• **WORK ITEM**: Every line of the material must be restated exactly, though not its pictures.

• **PROVIDED DATA**:
--
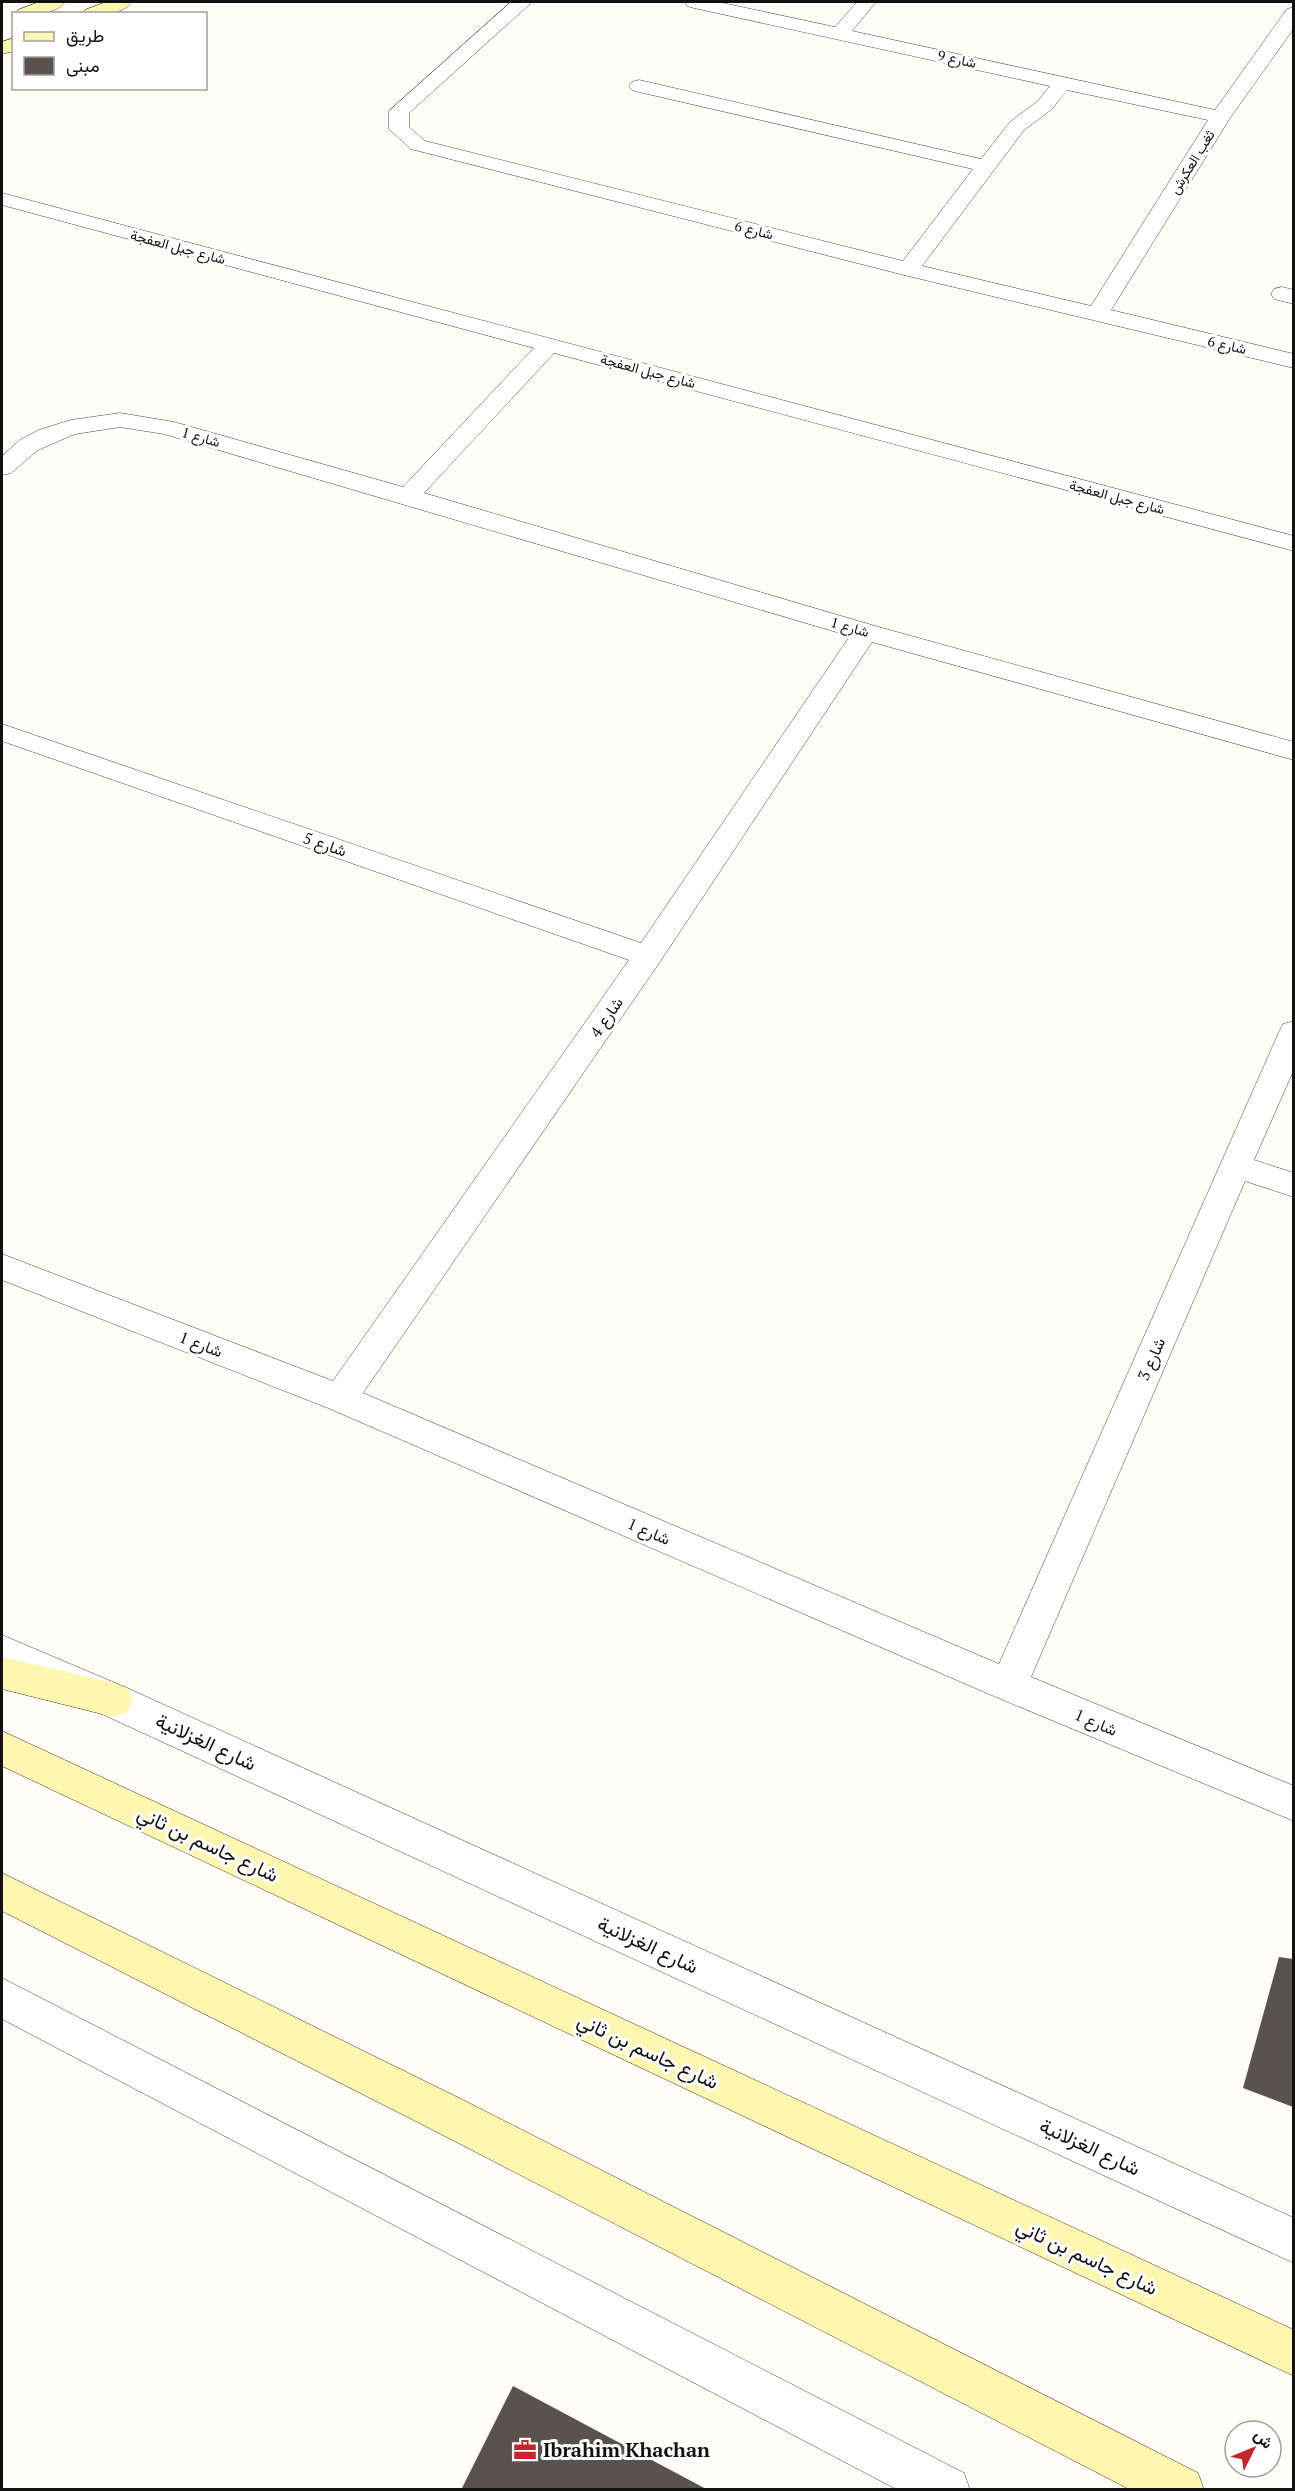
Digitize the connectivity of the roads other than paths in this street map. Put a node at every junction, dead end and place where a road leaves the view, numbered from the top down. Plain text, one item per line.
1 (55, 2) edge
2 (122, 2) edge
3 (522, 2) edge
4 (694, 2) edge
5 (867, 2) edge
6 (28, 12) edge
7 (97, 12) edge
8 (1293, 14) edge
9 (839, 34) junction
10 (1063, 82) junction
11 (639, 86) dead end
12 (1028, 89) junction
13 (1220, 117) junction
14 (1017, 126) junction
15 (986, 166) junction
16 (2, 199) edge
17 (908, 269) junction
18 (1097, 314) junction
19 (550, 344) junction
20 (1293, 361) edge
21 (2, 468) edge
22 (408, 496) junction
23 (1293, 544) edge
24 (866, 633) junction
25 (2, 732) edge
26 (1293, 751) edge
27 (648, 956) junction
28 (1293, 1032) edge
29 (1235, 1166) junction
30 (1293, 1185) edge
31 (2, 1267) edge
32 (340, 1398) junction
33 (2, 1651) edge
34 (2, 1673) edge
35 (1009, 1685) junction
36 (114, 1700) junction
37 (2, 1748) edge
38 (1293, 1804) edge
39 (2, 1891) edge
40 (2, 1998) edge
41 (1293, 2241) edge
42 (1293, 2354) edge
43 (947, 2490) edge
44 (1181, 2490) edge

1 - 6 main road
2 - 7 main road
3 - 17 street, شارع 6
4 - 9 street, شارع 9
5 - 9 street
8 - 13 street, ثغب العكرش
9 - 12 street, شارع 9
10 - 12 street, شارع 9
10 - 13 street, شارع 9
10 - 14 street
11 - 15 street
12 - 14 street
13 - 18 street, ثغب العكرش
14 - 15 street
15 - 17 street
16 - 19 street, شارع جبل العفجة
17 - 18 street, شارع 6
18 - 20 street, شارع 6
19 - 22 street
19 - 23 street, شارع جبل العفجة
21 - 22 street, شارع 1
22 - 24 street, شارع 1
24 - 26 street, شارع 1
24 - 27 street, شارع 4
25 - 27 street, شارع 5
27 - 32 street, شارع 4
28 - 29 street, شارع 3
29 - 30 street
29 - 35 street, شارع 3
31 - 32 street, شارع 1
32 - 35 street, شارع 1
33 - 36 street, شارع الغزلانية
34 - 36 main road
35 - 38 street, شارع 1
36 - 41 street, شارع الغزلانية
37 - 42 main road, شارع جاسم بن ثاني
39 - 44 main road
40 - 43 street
--
• **ANSWER TO THE EXERCISE**:
Digitize the connectivity of the roads other than paths in this street map. Put a node at every junction, dead end and place where a road leaves the view, numbered from the top down. Plain text, one item per line.
1 (55, 2) edge
2 (122, 2) edge
3 (522, 2) edge
4 (694, 2) edge
5 (867, 2) edge
6 (28, 12) edge
7 (97, 12) edge
8 (1293, 14) edge
9 (839, 34) junction
10 (1063, 82) junction
11 (639, 86) dead end
12 (1028, 89) junction
13 (1220, 117) junction
14 (1017, 126) junction
15 (986, 166) junction
16 (2, 199) edge
17 (908, 269) junction
18 (1097, 314) junction
19 (550, 344) junction
20 (1293, 361) edge
21 (2, 468) edge
22 (408, 496) junction
23 (1293, 544) edge
24 (866, 633) junction
25 (2, 732) edge
26 (1293, 751) edge
27 (648, 956) junction
28 (1293, 1032) edge
29 (1235, 1166) junction
30 (1293, 1185) edge
31 (2, 1267) edge
32 (340, 1398) junction
33 (2, 1651) edge
34 (2, 1673) edge
35 (1009, 1685) junction
36 (114, 1700) junction
37 (2, 1748) edge
38 (1293, 1804) edge
39 (2, 1891) edge
40 (2, 1998) edge
41 (1293, 2241) edge
42 (1293, 2354) edge
43 (947, 2490) edge
44 (1181, 2490) edge

1 - 6 main road
2 - 7 main road
3 - 17 street, شارع 6
4 - 9 street, شارع 9
5 - 9 street
8 - 13 street, ثغب العكرش
9 - 12 street, شارع 9
10 - 12 street, شارع 9
10 - 13 street, شارع 9
10 - 14 street
11 - 15 street
12 - 14 street
13 - 18 street, ثغب العكرش
14 - 15 street
15 - 17 street
16 - 19 street, شارع جبل العفجة
17 - 18 street, شارع 6
18 - 20 street, شارع 6
19 - 22 street
19 - 23 street, شارع جبل العفجة
21 - 22 street, شارع 1
22 - 24 street, شارع 1
24 - 26 street, شارع 1
24 - 27 street, شارع 4
25 - 27 street, شارع 5
27 - 32 street, شارع 4
28 - 29 street, شارع 3
29 - 30 street
29 - 35 street, شارع 3
31 - 32 street, شارع 1
32 - 35 street, شارع 1
33 - 36 street, شارع الغزلانية
34 - 36 main road
35 - 38 street, شارع 1
36 - 41 street, شارع الغزلانية
37 - 42 main road, شارع جاسم بن ثاني
39 - 44 main road
40 - 43 street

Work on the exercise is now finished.